(Collected data)
****

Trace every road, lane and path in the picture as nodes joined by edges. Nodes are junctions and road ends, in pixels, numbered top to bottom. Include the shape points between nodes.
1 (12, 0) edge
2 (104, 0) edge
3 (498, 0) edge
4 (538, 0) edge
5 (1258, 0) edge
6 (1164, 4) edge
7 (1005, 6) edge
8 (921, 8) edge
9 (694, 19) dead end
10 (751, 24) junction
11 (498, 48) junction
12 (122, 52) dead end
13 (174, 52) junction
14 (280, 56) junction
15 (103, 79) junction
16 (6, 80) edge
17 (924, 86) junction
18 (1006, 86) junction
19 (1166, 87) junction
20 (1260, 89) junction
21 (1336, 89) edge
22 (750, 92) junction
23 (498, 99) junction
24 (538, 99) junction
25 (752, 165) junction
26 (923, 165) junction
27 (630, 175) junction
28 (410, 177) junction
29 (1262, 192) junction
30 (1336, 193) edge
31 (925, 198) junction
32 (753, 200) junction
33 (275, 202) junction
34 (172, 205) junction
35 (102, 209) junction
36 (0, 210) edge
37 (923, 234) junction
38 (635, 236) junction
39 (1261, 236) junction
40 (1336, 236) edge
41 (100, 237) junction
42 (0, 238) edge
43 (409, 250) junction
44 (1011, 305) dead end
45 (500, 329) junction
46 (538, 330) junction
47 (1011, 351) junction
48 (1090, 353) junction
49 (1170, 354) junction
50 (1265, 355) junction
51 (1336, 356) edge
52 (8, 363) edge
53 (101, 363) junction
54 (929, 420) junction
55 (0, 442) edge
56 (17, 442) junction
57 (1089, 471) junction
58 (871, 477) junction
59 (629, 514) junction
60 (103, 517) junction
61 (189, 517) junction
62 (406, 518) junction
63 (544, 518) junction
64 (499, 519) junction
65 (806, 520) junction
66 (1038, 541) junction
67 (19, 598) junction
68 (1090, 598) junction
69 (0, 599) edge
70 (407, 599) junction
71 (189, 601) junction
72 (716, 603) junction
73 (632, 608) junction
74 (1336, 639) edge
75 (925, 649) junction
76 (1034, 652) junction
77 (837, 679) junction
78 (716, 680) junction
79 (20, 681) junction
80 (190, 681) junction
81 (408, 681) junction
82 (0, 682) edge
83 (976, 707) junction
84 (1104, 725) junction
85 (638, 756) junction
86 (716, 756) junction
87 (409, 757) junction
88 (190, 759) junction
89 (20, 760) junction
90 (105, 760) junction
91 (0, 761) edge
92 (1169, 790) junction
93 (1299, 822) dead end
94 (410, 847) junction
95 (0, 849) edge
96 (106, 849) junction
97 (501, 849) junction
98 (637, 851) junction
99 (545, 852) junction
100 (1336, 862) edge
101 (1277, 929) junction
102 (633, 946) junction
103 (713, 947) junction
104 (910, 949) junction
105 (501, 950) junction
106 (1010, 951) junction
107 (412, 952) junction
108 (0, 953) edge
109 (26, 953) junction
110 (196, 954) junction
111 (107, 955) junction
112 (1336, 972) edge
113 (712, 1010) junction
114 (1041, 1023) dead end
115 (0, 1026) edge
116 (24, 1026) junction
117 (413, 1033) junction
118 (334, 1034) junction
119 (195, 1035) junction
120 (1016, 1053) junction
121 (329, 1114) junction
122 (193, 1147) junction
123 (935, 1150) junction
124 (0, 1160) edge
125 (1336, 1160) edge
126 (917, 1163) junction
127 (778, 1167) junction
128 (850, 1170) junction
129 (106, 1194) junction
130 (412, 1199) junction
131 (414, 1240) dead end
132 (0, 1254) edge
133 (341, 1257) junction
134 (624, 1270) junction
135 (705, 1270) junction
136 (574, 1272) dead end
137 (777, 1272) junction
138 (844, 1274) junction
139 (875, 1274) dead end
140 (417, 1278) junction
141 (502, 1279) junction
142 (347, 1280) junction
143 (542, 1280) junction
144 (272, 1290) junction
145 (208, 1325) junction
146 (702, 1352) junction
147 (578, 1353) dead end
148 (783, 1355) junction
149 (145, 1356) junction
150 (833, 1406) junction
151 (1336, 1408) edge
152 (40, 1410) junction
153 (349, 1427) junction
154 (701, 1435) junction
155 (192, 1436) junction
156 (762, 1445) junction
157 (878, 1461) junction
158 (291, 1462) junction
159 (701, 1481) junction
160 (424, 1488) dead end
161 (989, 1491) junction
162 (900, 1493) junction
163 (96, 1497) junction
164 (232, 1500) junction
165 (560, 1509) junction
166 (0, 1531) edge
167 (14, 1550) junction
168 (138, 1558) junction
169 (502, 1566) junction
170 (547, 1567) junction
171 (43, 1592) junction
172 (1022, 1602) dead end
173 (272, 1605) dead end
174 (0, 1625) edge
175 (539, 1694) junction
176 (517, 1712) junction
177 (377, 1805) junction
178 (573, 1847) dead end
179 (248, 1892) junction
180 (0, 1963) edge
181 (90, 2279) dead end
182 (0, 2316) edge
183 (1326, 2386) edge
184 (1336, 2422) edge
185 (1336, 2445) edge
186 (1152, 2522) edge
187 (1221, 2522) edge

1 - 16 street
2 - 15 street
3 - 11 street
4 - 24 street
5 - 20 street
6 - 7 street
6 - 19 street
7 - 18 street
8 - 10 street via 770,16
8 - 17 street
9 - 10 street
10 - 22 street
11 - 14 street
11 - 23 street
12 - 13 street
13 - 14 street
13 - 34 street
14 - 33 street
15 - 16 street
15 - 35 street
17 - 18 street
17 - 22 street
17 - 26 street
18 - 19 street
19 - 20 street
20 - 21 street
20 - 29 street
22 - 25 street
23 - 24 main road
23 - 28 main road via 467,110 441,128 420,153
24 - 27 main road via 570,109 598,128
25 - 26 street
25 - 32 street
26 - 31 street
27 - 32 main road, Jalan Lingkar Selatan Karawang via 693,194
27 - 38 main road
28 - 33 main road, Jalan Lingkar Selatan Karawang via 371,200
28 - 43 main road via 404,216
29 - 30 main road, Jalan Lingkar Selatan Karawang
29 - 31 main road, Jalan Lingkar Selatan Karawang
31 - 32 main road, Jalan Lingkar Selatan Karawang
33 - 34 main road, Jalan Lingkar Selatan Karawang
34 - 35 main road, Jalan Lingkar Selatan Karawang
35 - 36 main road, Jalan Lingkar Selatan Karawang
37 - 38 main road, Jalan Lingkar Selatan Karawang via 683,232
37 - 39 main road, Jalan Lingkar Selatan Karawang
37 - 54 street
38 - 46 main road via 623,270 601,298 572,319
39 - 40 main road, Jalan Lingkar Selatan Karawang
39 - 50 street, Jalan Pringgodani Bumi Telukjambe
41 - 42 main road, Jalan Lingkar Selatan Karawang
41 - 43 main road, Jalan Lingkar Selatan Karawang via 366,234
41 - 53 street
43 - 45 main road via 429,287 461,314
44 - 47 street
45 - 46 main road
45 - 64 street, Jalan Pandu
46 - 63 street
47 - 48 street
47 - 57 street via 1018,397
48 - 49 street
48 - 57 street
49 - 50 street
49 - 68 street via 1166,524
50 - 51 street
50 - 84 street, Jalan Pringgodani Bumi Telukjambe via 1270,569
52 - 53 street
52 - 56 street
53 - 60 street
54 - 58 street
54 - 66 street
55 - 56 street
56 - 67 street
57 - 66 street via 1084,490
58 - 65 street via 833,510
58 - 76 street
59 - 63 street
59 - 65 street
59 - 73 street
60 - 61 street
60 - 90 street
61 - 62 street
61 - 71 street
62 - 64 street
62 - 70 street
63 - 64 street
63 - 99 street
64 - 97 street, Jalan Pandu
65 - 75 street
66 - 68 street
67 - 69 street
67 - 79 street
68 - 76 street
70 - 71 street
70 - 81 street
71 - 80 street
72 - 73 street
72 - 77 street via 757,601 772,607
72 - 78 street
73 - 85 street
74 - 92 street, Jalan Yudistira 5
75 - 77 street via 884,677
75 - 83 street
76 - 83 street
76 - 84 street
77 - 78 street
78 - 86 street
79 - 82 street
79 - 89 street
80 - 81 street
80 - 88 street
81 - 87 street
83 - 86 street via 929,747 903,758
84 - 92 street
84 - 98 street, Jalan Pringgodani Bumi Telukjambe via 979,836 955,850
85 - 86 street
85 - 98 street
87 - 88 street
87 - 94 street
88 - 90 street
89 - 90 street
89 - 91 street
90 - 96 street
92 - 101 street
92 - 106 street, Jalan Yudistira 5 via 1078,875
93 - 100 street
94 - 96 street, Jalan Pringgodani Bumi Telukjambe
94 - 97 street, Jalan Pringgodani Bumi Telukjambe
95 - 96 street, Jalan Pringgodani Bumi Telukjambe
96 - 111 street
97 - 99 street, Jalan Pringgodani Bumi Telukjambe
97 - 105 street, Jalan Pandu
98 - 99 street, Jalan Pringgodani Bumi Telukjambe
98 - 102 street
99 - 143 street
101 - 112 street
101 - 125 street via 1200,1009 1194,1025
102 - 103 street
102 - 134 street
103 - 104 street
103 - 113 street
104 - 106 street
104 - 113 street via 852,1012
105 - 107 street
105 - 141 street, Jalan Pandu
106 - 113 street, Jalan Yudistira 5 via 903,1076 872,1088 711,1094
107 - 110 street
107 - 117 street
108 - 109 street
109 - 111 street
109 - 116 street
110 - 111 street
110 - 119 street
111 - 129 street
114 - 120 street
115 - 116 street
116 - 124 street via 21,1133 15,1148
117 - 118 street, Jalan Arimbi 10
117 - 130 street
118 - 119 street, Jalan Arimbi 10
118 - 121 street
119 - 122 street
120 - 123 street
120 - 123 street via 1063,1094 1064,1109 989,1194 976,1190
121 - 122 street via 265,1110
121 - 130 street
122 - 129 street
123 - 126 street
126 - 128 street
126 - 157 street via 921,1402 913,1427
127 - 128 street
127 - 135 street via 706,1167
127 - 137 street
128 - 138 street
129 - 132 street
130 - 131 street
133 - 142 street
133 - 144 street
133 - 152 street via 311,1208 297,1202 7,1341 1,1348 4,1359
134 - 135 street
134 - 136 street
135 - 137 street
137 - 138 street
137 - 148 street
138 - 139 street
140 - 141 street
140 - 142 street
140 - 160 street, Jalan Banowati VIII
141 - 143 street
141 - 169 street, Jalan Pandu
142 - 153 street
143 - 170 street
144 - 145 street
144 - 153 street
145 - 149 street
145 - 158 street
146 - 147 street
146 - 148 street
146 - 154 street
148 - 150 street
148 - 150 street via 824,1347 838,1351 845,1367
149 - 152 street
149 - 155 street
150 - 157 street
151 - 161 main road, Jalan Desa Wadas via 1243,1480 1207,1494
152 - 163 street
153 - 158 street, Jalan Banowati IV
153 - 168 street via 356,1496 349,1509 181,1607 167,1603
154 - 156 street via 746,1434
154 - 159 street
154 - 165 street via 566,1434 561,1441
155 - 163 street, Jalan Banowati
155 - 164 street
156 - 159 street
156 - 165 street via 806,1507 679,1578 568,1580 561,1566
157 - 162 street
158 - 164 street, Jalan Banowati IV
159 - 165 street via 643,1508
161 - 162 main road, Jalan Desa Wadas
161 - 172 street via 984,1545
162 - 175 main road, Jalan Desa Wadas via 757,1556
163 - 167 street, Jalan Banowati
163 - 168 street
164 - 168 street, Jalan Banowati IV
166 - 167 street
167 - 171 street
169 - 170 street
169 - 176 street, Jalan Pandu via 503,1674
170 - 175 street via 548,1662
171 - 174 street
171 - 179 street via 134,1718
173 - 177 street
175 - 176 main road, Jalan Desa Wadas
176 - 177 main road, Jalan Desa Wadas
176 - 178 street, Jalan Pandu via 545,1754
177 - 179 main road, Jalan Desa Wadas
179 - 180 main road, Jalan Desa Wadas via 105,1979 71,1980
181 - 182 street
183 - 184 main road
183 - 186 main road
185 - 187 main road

****

» **Work to be completed**: Whenever the string "Arimbi" shows up in a line above, copy that line.

» **Exercise result**:
117 - 118 street, Jalan Arimbi 10
118 - 119 street, Jalan Arimbi 10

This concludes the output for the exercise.